CUDA Target

The cuda mode targets NVidia GPU hardware via the proprietary driver API and C compiler.

Resources provided by NVidia

The necessary documentation and software can be downloaded from the web site.

In particular you will need the following downloads:

• The CUDA toolkit installer.
• A compatible driver version.

• The CUDA Programming Guide

The SDK download is not necessary because it only contains C++ code examples.

Hardware requirements

Detailed error reporting from GPU code (enabled via optimize debug >= 1) requires a device with CUDA capability no less than 1.1 and support for mapping of CPU memory into GPU address space.

CUDA contexts

All GPU operations require an active CUDA context. It can be created via the following function:

• (cuda-create-context device-id &optional flags)

The device ID is an ordinal index of the device. The flags argument may be used to specify a list of the following possible values:

• :sched-spin – instructs the system to actively spin while waiting for the GPU.
• :sched-yield – instructs the system to yield its CPU slice while waiting.
• :blocking-sync – instructs the system to block the thread.

• :map-host – enables mapping of CPU memory if supported by the device.

Contexts are bound to the thread that created them and form a stack. The following function returns the current context of the current thread:

• (cuda-current-context)

A context can be destroyed in the following way:

• (cuda-destroy-context (cuda-current-context))

Invoking GPU code

Every CUDA context contains its own instance of a GPU code module. The instance is loaded when the module is first accessed, and automatically reinitialized if it changes.

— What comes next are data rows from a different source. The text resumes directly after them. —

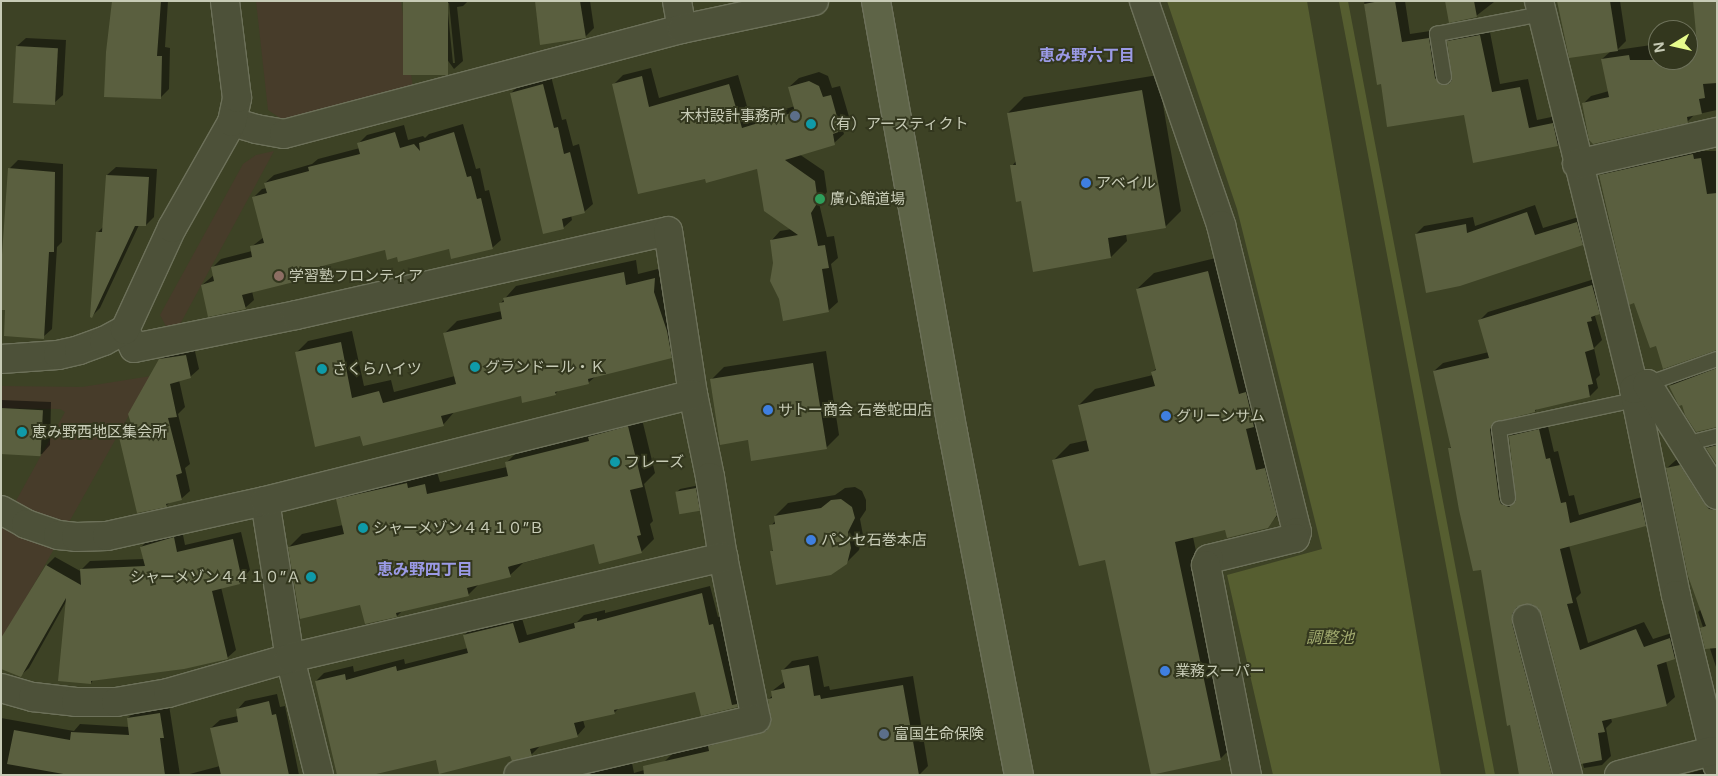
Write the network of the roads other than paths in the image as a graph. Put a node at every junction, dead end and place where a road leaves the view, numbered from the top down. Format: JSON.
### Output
{"nodes":[{"id":1,"x":225,"y":1,"type":"edge"},
{"id":2,"x":677,"y":1,"type":"edge"},
{"id":3,"x":814,"y":1,"type":"edge"},
{"id":4,"x":876,"y":1,"type":"edge"},
{"id":5,"x":1144,"y":1,"type":"edge"},
{"id":6,"x":1541,"y":8,"type":"edge"},
{"id":7,"x":682,"y":29,"type":"junction"},
{"id":8,"x":1444,"y":77,"type":"dead end"},
{"id":9,"x":232,"y":122,"type":"junction"},
{"id":10,"x":1717,"y":132,"type":"edge"},
{"id":11,"x":1577,"y":164,"type":"junction"},
{"id":12,"x":125,"y":330,"type":"junction"},
{"id":13,"x":1,"y":359,"type":"edge"},
{"id":14,"x":1717,"y":359,"type":"edge"},
{"id":15,"x":1638,"y":391,"type":"junction"},
{"id":16,"x":693,"y":394,"type":"junction"},
{"id":17,"x":1717,"y":436,"type":"edge"},
{"id":18,"x":1685,"y":444,"type":"junction"},
{"id":19,"x":1717,"y":495,"type":"edge"},
{"id":20,"x":1508,"y":498,"type":"dead end"},
{"id":21,"x":265,"y":501,"type":"junction"},
{"id":22,"x":1,"y":510,"type":"edge"},
{"id":23,"x":723,"y":558,"type":"junction"},
{"id":24,"x":1527,"y":619,"type":"dead end"},
{"id":25,"x":290,"y":658,"type":"junction"},
{"id":26,"x":1,"y":688,"type":"edge"},
{"id":27,"x":1714,"y":758,"type":"edge"},
{"id":28,"x":319,"y":775,"type":"edge"},
{"id":29,"x":518,"y":775,"type":"edge"},
{"id":30,"x":1019,"y":775,"type":"edge"},
{"id":31,"x":1247,"y":775,"type":"edge"},
{"id":32,"x":1568,"y":775,"type":"edge"},
{"id":33,"x":1619,"y":775,"type":"edge"}],
"edges":[{"from":1,"to":9,"type":"street"},
{"from":2,"to":7,"type":"street"},
{"from":3,"to":7,"type":"street"},
{"from":4,"to":30,"type":"street"},
{"from":5,"to":31,"type":"street"},
{"from":6,"to":8,"type":"lane"},
{"from":6,"to":11,"type":"street"},
{"from":7,"to":9,"type":"street"},
{"from":9,"to":12,"type":"street"},
{"from":10,"to":11,"type":"street"},
{"from":11,"to":15,"type":"street"},
{"from":12,"to":13,"type":"street"},
{"from":12,"to":16,"type":"street"},
{"from":14,"to":15,"type":"lane"},
{"from":15,"to":18,"type":"street"},
{"from":15,"to":20,"type":"lane"},
{"from":15,"to":27,"type":"street"},
{"from":16,"to":21,"type":"street"},
{"from":16,"to":23,"type":"street"},
{"from":17,"to":18,"type":"lane"},
{"from":18,"to":19,"type":"street"},
{"from":21,"to":22,"type":"street"},
{"from":21,"to":25,"type":"street"},
{"from":23,"to":25,"type":"street"},
{"from":23,"to":29,"type":"street"},
{"from":24,"to":32,"type":"street"},
{"from":25,"to":26,"type":"street"},
{"from":25,"to":28,"type":"street"},
{"from":27,"to":33,"type":"street"}]}
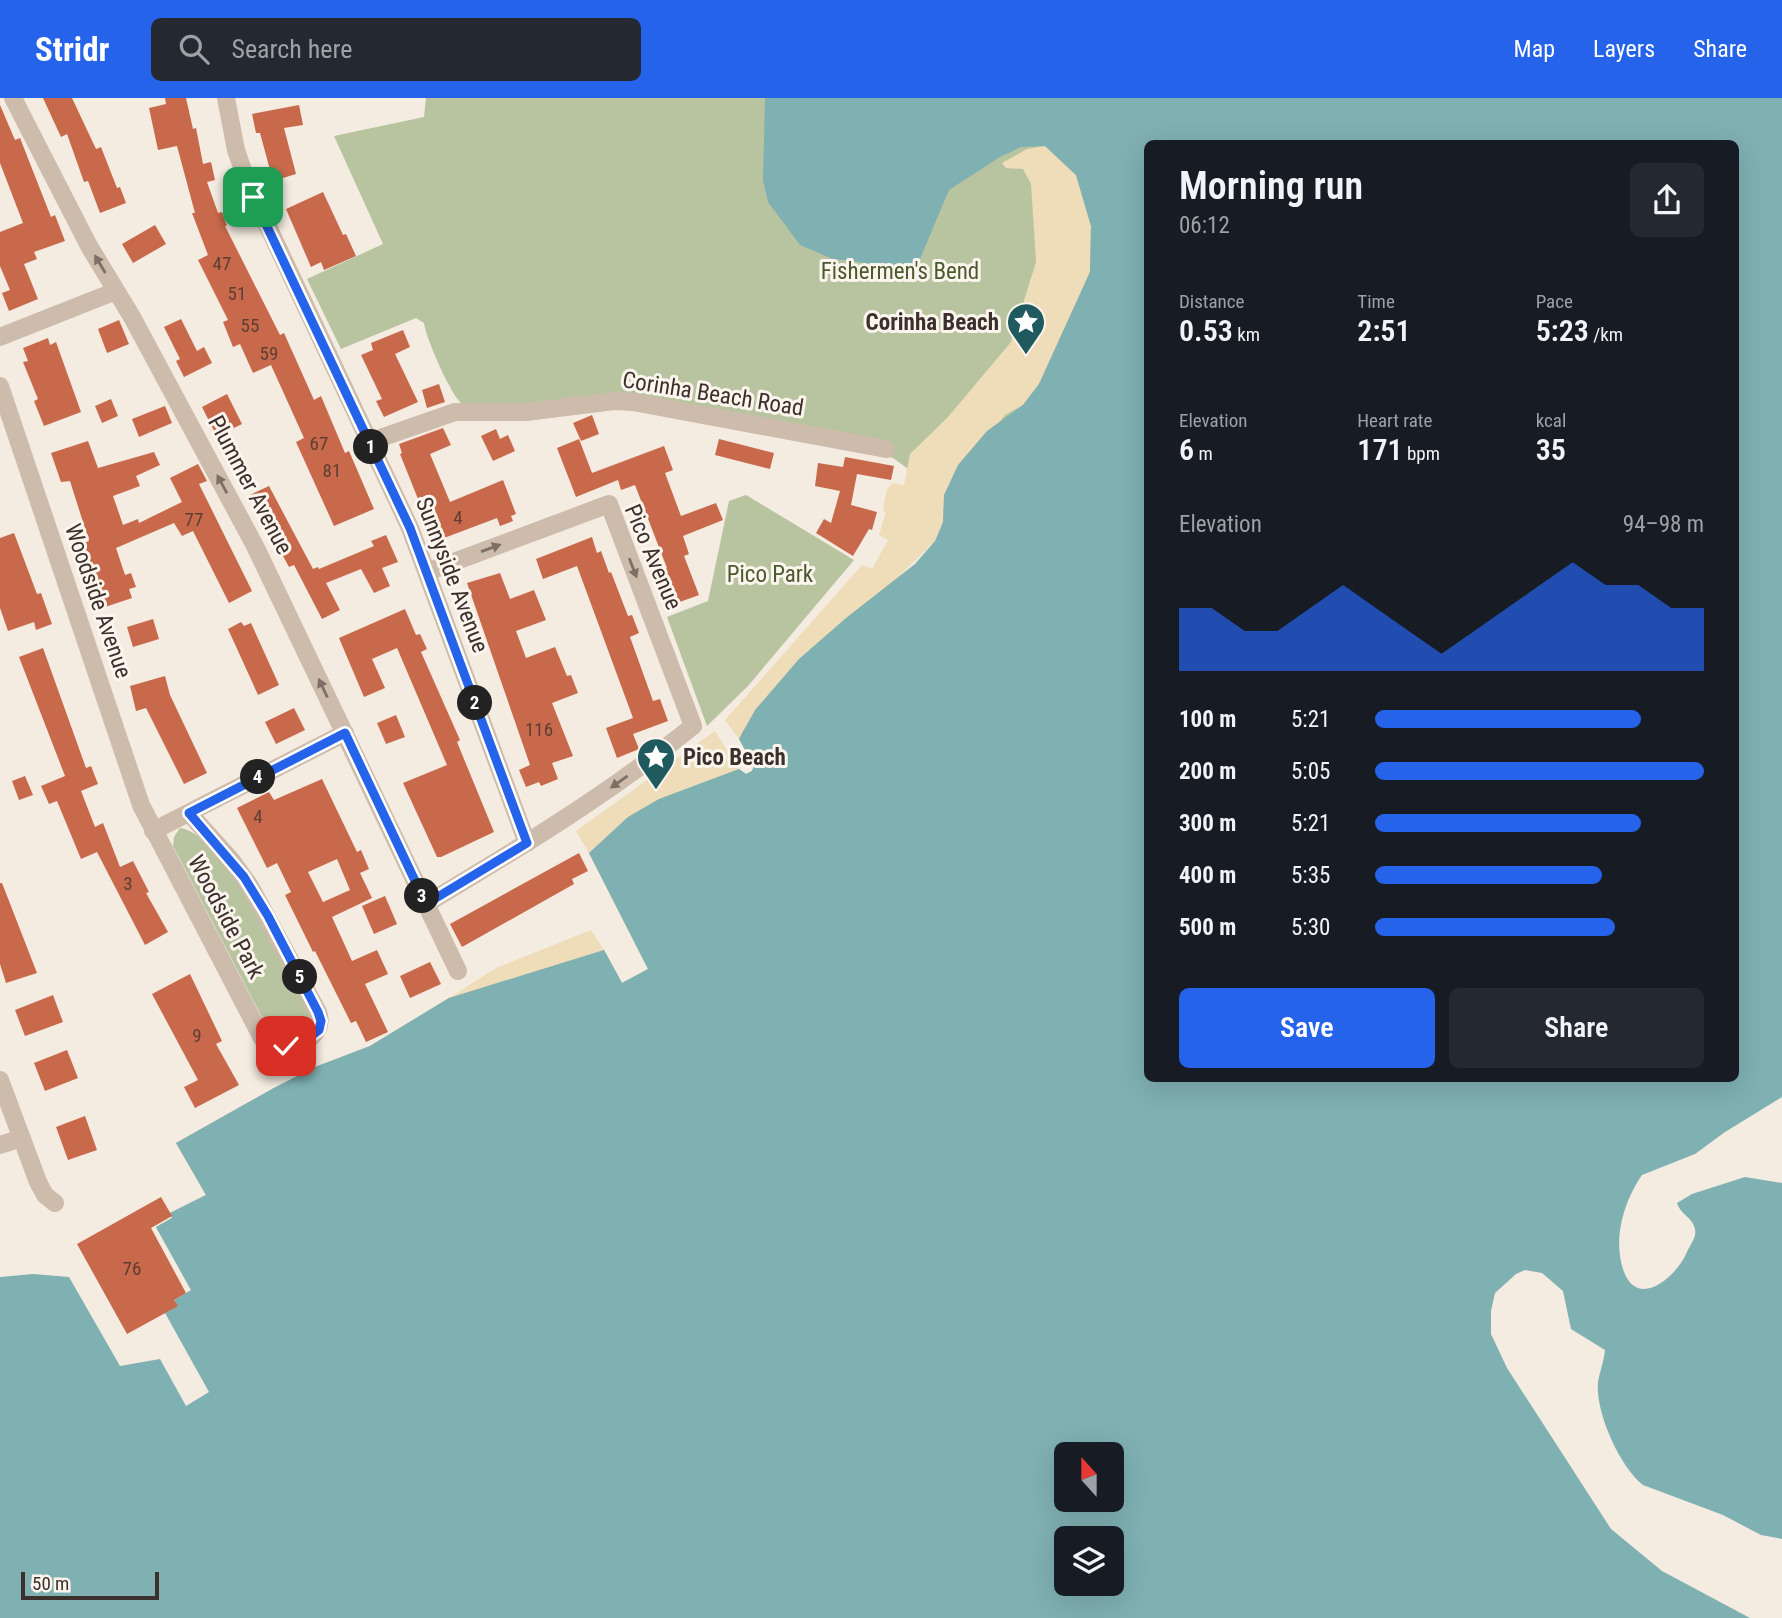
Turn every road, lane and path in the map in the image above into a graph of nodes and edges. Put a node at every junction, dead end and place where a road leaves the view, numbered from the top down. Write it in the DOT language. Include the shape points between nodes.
graph roads {
  1 [pos="13,98"];
  2 [pos="226,98"];
  3 [pos="116,291"];
  4 [pos="0,337"];
  5 [pos="0,386"];
  6 [pos="369,442"];
  7 [pos="886,449"];
  8 [pos="427,572"];
  9 [pos="345,733"];
  10 [pos="189,813"];
  11 [pos="153,831"];
  12 [pos="527,843"];
  13 [pos="426,904"];
  14 [pos="458,971"];
  15 [pos="0,1080"];
  16 [pos="22,1138"];
  17 [pos="0,1144"];
  18 [pos="55,1203"];
  3 -- 1 [label="street, Plummer Avenue, one-way"];
  2 -- 6 [label="street, Sunnyside Avenue" via="247,182"];
  3 -- 4 [label="street"];
  9 -- 3 [label="street, Plummer Avenue, one-way" via="255,546"];
  5 -- 11 [label="street, Woodside Avenue"];
  6 -- 7 [label="street, Corinha Beach Road" via="450,413 526,412 614,401"];
  6 -- 8 [label="street, Sunnyside Avenue"];
  8 -- 12 [label="street, Sunnyside Avenue"];
  8 -- 12 [label="street, Pico Avenue, one-way" via="609,505 693,726 648,762"];
  9 -- 10 [label="street"];
  9 -- 13 [label="street, Plummer Avenue"];
  10 -- 11 [label="street"];
  10 -- 11 [label="street, Woodside Park" via="244,877 318,1012 319,1030 306,1040 275,1047 262,1038"];
  12 -- 13 [label="street"];
  13 -- 14 [label="street, Plummer Avenue"];
  15 -- 16 [label="street"];
  16 -- 17 [label="street"];
  16 -- 18 [label="street" via="43,1191"];
}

CUDA kernels accept the following predefined keyword parameters:

• :block-cnt-x
• :block-cnt-y
  Define the block grid.

• :thread-cnt-x
• :thread-cnt-y
• :thread-cnt-z
  Define the in-block thread grid.

All of the mentioned parameters default to 1.

Dynamic arrays must be allocated as CUDA linear memory, or mapped host memory buffers (see the Buffers page for details). For debugging convenience kernel wrappers can handle any buffer type by allocating temporary areas and automatically copying data.

Error recovery

The driver API was designed by NVidia for use in languages like C++, where fixing a bug requires recompiling and restarting the program. One of the consequences is that once a crash is detected in GPU code, the CUDA context becomes completely unusable and must be re-created from scratch.

In order to improve usability in REPL environment, the library implements in-place reinitialization of the current CUDA context and all associated objects. This operation can be invoked via the following function:

• (cuda-recover)

The operation preserves the state of the lisp wrapper objects, but modifies the underlying low-level memory pointers and handles. Also, since a failed context doesn’t even allow reading device memory, reallocated device memory blocks are filled with 0.

• *cuda-debug*

When this global variable is true, all allocated device memory blocks are mirrored in ordinary memory, which allows recovering their contents, but costs a lot of additional memory copies and makes all kernel calls strictly synchronous. It also makes cuda-create-context automatically include :map-host in the flag list.

For convenience, common operations provide a recover-and-retry restart when a CUDA error condition is signalled.